- **Try it**: Transcribe the listing exactly, so that nothing but the pictures is missing.

- **Available records**:
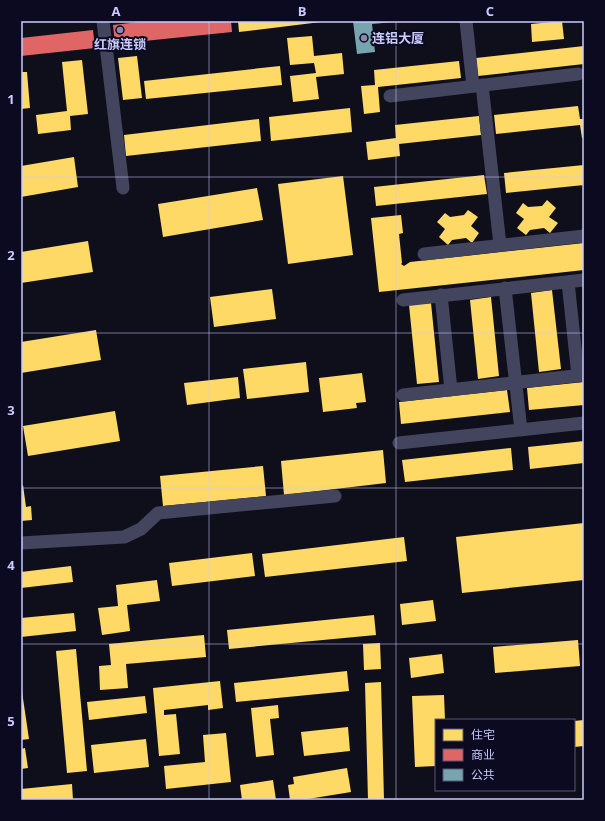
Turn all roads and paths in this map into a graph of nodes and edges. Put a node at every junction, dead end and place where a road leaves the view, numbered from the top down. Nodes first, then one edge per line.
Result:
1 (103, 21) edge
2 (466, 21) edge
3 (578, 74) dead end
4 (478, 86) junction
5 (390, 96) dead end
6 (123, 188) dead end
7 (584, 236) edge
8 (500, 246) junction
9 (424, 254) dead end
10 (584, 280) edge
11 (568, 282) junction
12 (505, 288) junction
13 (441, 295) junction
14 (402, 300) dead end
15 (581, 376) edge
16 (516, 383) junction
17 (452, 390) junction
18 (403, 395) dead end
19 (584, 423) edge
20 (521, 430) junction
21 (400, 443) dead end
22 (335, 496) dead end
23 (21, 543) edge

1 - 6 street
2 - 4 street
3 - 4 street
4 - 5 street
4 - 8 street
7 - 8 street
8 - 9 street
10 - 11 street
11 - 12 street
11 - 15 street
12 - 13 street
12 - 16 street
13 - 14 street
13 - 17 street
15 - 16 street
16 - 17 street
16 - 20 street
17 - 18 street
19 - 20 street
20 - 21 street
22 - 23 street

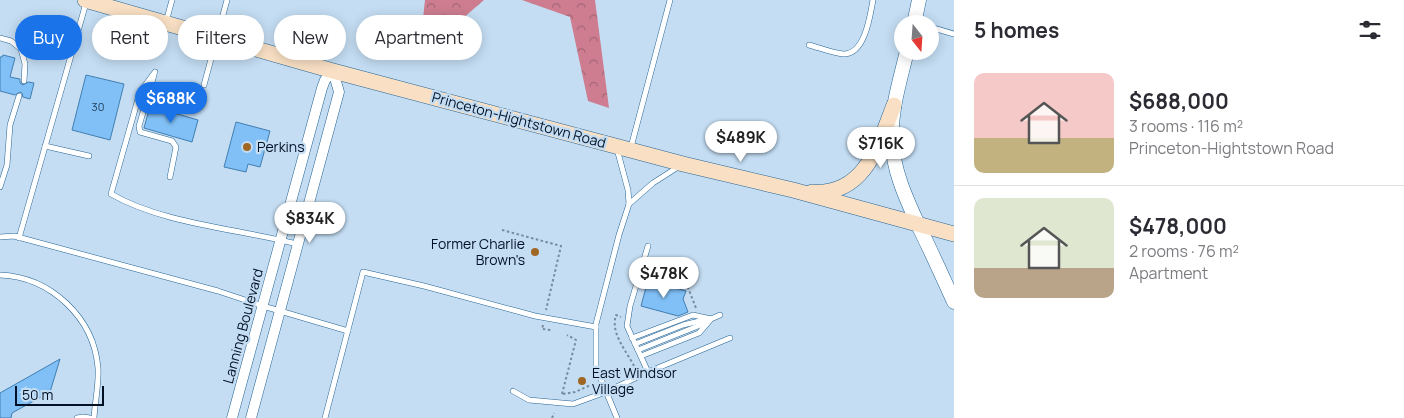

- **Response below**:
Turn all roads and paths in this map into a graph of nodes and edges. Put a node at every junction, dead end and place where a road leaves the view, numbered from the top down. Nodes first, then one edge per line.
Result:
1 (103, 21) edge
2 (466, 21) edge
3 (578, 74) dead end
4 (478, 86) junction
5 (390, 96) dead end
6 (123, 188) dead end
7 (584, 236) edge
8 (500, 246) junction
9 (424, 254) dead end
10 (584, 280) edge
11 (568, 282) junction
12 (505, 288) junction
13 (441, 295) junction
14 (402, 300) dead end
15 (581, 376) edge
16 (516, 383) junction
17 (452, 390) junction
18 (403, 395) dead end
19 (584, 423) edge
20 (521, 430) junction
21 (400, 443) dead end
22 (335, 496) dead end
23 (21, 543) edge

1 - 6 street
2 - 4 street
3 - 4 street
4 - 5 street
4 - 8 street
7 - 8 street
8 - 9 street
10 - 11 street
11 - 12 street
11 - 15 street
12 - 13 street
12 - 16 street
13 - 14 street
13 - 17 street
15 - 16 street
16 - 17 street
16 - 20 street
17 - 18 street
19 - 20 street
20 - 21 street
22 - 23 street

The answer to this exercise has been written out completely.